Work instructions - Pull every line that holds the word "only" from the entries.

Exercise material -
☆ ☆ ☆ ☆ ☆

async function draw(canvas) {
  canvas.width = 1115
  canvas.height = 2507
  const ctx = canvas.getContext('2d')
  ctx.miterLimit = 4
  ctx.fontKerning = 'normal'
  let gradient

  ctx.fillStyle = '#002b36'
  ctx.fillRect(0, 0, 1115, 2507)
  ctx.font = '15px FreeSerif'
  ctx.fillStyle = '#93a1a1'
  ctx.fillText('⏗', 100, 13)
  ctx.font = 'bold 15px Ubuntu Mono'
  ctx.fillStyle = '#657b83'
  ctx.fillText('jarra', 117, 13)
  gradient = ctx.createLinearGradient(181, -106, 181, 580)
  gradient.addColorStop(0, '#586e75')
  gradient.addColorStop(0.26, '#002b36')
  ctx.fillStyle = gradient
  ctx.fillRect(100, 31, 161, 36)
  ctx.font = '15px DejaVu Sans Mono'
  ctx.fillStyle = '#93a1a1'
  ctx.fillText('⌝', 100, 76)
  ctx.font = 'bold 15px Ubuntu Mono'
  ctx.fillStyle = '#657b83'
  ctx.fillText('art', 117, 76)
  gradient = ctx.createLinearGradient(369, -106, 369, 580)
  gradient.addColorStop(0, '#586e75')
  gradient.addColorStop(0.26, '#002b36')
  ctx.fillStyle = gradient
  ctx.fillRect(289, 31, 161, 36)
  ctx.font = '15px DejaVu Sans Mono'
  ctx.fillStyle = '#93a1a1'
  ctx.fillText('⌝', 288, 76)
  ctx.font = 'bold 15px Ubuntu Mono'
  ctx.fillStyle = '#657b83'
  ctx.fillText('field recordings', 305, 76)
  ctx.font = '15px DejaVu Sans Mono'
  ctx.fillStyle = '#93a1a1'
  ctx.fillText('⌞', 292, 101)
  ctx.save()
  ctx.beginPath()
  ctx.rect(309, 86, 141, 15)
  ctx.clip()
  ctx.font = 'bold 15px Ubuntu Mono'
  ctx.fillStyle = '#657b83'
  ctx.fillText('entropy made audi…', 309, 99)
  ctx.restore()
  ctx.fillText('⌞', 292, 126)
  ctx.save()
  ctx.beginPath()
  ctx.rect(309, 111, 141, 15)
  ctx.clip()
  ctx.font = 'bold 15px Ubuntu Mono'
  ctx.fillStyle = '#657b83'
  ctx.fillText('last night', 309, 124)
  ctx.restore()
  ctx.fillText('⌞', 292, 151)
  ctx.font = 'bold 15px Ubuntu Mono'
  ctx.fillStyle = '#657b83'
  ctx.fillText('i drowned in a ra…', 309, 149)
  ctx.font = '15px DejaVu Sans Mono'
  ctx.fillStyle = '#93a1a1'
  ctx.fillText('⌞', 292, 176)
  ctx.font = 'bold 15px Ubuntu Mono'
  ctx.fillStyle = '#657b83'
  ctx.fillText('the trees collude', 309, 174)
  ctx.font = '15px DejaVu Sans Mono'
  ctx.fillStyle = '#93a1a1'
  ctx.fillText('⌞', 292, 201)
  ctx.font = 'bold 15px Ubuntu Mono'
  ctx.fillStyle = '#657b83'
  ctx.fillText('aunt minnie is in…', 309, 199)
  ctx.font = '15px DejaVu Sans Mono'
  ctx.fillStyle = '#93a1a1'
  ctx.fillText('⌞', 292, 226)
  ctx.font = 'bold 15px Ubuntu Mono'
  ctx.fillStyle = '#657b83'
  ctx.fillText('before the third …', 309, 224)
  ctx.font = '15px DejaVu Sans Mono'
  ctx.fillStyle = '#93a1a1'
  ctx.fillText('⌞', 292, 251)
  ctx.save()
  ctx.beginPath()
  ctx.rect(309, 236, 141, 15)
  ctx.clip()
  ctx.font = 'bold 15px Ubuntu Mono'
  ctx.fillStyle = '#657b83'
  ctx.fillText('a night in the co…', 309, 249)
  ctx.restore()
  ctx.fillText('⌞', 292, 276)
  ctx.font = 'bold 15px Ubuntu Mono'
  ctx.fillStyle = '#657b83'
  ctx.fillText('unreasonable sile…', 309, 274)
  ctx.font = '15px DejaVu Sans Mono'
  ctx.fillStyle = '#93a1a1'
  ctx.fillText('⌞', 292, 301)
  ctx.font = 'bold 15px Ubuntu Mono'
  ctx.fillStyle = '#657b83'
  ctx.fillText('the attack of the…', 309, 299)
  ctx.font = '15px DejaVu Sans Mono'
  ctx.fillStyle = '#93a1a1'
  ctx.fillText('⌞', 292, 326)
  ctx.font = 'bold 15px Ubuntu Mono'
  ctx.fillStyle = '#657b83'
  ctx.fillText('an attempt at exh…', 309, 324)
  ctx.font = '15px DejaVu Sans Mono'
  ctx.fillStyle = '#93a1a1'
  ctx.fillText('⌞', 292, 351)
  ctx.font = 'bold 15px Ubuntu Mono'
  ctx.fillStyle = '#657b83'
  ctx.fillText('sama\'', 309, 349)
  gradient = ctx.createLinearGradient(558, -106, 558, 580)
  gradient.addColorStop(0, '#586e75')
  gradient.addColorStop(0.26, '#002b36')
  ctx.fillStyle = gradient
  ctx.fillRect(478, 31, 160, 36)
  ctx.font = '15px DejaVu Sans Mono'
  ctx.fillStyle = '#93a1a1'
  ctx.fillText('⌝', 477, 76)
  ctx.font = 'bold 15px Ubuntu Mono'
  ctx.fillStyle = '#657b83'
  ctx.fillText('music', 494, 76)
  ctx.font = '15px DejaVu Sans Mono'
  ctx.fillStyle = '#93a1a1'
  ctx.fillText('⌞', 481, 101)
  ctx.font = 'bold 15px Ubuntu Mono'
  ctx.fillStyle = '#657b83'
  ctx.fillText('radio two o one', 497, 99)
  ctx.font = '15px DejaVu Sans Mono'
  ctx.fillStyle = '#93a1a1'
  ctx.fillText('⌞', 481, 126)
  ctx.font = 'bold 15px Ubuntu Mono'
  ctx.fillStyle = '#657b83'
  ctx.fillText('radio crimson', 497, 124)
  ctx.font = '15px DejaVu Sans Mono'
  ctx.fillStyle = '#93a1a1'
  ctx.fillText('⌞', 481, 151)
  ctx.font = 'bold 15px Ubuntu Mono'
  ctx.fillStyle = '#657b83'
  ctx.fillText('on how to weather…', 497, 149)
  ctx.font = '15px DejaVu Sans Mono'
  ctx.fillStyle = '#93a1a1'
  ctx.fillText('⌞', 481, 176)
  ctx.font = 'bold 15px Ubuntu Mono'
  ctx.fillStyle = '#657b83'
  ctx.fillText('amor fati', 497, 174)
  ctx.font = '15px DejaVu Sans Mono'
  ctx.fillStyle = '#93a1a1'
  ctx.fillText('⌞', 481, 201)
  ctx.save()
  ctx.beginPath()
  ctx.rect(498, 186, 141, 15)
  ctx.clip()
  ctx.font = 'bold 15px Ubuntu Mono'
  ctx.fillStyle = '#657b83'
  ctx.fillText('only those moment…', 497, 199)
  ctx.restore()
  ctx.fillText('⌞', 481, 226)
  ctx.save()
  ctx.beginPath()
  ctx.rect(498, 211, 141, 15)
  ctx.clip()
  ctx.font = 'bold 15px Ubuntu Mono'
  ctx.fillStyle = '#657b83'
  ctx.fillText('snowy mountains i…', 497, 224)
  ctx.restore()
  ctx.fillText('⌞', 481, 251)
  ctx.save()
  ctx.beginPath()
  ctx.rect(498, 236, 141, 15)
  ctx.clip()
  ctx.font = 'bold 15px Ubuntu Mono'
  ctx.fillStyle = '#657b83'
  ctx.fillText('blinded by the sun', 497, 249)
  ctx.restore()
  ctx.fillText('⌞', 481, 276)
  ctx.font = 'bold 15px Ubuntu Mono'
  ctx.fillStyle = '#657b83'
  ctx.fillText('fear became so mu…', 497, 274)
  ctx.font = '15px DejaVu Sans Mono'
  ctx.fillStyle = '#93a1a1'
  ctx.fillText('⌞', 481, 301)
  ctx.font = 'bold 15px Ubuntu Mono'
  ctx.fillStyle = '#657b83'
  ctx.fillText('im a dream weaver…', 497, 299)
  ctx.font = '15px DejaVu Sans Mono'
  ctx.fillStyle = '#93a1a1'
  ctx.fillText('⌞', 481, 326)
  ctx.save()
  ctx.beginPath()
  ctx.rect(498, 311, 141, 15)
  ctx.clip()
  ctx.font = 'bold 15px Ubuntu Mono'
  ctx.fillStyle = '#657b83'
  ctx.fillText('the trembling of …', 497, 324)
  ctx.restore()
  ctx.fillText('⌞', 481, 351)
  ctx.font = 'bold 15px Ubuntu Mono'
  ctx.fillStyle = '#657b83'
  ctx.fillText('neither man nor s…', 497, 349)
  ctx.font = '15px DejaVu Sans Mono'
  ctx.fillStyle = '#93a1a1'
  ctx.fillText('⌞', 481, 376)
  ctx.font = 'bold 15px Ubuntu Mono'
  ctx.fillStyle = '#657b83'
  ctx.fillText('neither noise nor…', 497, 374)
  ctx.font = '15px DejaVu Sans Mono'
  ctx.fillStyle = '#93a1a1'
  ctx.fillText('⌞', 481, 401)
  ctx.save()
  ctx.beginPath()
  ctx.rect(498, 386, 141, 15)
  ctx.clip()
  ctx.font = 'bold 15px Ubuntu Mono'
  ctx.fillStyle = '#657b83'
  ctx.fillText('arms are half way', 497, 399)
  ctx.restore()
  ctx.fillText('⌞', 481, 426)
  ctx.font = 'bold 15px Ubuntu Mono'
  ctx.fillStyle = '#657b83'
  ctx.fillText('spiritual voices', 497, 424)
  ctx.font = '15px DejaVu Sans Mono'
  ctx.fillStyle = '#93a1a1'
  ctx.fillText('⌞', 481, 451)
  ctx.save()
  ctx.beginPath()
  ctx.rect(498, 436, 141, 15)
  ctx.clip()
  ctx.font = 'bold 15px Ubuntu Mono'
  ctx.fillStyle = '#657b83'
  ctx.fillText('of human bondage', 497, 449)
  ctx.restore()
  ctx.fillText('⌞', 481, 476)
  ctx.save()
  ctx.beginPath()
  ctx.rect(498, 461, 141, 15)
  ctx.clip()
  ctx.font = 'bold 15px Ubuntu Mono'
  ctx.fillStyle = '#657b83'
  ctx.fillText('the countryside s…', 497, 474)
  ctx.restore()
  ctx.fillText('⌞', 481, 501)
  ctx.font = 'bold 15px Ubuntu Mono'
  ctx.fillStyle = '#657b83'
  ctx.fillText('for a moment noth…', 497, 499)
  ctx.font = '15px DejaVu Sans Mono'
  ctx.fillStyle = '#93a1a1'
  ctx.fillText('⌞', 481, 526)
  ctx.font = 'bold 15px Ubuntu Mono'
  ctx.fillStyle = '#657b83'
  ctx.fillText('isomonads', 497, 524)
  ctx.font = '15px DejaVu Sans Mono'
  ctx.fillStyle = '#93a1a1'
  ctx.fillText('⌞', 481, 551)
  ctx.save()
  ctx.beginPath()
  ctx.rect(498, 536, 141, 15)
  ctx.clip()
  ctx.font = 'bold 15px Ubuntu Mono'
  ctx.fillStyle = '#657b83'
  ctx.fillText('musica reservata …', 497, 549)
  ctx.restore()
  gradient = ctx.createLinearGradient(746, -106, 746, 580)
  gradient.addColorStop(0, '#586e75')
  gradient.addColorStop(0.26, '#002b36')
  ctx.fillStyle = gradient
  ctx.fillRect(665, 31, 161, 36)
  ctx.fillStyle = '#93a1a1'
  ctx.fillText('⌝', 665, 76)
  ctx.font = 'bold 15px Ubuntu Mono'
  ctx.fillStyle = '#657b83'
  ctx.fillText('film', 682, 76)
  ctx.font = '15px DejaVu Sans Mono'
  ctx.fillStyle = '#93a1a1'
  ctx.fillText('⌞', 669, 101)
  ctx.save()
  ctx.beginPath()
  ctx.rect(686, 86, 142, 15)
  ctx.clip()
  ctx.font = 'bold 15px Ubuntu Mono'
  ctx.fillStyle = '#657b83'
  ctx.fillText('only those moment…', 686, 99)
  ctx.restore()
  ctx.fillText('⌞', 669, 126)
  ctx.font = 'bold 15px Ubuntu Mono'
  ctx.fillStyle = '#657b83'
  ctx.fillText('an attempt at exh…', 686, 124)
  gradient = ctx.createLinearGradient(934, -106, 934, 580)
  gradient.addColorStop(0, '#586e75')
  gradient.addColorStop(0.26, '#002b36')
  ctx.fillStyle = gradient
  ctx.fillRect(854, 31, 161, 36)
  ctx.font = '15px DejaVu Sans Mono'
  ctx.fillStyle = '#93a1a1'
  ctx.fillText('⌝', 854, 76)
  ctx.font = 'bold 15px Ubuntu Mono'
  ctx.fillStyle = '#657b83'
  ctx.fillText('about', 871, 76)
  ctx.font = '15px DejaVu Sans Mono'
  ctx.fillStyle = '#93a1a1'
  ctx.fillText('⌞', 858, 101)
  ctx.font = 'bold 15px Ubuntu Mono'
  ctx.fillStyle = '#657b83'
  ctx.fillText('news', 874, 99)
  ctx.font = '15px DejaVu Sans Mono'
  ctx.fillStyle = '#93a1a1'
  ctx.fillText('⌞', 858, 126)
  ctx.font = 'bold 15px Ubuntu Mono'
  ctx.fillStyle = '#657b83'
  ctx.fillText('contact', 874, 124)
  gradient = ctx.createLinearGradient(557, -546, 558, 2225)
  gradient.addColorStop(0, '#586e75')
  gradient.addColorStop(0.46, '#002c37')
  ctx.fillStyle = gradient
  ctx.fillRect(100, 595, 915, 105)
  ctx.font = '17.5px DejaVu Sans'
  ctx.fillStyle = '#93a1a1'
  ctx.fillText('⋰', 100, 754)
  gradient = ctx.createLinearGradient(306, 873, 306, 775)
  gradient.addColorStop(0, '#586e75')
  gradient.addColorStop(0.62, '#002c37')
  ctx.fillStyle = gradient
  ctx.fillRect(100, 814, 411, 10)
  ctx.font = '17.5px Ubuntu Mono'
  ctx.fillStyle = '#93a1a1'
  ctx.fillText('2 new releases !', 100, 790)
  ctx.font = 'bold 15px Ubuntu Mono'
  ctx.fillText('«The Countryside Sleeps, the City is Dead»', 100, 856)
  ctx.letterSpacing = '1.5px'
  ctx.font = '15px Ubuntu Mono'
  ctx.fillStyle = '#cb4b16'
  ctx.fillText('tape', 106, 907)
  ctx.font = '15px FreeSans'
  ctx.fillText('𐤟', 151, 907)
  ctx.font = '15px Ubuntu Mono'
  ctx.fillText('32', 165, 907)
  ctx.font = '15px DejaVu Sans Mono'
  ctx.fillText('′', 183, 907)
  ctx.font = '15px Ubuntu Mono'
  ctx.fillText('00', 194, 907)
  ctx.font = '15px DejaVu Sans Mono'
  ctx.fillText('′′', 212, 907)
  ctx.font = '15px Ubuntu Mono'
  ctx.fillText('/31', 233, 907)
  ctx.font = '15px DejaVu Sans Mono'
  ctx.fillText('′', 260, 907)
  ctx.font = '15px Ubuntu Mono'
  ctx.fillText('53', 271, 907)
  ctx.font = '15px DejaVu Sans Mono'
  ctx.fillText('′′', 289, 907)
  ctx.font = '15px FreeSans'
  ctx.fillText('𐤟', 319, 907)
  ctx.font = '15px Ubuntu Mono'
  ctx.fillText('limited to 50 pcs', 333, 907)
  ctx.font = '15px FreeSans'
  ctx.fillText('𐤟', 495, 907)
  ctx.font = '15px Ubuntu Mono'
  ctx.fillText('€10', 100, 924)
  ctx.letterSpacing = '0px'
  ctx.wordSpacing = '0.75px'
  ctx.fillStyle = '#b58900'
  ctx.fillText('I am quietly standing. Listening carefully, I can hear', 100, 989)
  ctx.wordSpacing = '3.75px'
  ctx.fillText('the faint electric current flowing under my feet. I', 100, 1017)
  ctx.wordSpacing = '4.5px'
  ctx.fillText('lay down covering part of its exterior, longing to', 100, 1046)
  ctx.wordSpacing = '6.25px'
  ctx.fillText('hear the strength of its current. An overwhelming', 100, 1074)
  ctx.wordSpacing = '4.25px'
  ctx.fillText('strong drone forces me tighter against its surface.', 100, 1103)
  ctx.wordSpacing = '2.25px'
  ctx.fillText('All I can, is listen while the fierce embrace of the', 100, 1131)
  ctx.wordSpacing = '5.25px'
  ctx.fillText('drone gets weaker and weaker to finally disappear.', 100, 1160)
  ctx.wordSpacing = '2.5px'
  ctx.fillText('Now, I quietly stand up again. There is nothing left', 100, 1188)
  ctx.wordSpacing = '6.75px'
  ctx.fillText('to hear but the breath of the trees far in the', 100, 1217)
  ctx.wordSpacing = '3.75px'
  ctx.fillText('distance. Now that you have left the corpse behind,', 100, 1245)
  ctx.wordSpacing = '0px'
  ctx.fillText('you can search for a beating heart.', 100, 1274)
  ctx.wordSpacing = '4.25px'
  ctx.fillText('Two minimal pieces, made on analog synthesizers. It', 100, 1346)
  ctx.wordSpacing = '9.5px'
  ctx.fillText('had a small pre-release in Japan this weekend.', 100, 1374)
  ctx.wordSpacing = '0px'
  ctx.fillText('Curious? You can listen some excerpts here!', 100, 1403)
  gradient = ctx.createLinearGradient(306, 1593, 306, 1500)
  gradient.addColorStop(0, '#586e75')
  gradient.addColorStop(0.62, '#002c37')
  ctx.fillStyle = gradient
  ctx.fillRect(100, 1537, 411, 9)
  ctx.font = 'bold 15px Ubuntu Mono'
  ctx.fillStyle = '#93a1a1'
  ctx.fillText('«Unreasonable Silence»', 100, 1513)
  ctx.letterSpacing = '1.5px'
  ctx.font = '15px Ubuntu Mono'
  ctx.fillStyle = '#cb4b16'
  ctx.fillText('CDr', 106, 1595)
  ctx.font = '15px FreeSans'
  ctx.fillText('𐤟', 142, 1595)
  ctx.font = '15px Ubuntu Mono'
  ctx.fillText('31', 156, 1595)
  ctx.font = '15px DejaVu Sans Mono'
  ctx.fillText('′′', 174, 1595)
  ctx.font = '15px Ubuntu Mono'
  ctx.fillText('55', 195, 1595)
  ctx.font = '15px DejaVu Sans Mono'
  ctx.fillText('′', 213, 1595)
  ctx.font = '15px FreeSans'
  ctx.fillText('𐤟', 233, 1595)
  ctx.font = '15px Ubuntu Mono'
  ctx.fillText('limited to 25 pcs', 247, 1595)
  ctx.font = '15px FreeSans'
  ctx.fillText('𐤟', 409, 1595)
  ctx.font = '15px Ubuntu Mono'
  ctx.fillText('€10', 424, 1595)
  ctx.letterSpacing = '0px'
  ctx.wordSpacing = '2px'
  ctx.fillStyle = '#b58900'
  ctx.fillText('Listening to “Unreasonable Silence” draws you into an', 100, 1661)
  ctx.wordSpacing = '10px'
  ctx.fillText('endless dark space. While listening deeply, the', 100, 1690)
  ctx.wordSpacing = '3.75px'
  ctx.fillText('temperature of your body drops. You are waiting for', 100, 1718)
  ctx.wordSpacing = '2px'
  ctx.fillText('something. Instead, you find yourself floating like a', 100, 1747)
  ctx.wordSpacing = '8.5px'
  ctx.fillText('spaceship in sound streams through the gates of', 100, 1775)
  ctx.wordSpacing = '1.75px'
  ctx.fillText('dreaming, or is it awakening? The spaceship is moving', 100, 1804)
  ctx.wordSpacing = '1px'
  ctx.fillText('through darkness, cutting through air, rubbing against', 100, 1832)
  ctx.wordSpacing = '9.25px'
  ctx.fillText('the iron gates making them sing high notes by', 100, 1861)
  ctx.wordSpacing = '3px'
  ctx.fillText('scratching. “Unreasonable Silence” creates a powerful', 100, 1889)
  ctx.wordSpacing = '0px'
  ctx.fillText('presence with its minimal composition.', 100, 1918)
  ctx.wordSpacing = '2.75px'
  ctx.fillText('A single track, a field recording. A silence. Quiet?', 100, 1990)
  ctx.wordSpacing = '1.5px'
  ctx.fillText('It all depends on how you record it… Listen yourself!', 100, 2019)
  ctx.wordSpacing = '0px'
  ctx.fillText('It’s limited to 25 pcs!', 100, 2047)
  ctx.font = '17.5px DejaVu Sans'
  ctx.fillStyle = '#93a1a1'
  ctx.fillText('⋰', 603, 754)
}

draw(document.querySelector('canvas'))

☆ ☆ ☆ ☆ ☆

Output for this task -
  ctx.fillText('only those moment…', 497, 199)
  ctx.fillText('only those moment…', 686, 99)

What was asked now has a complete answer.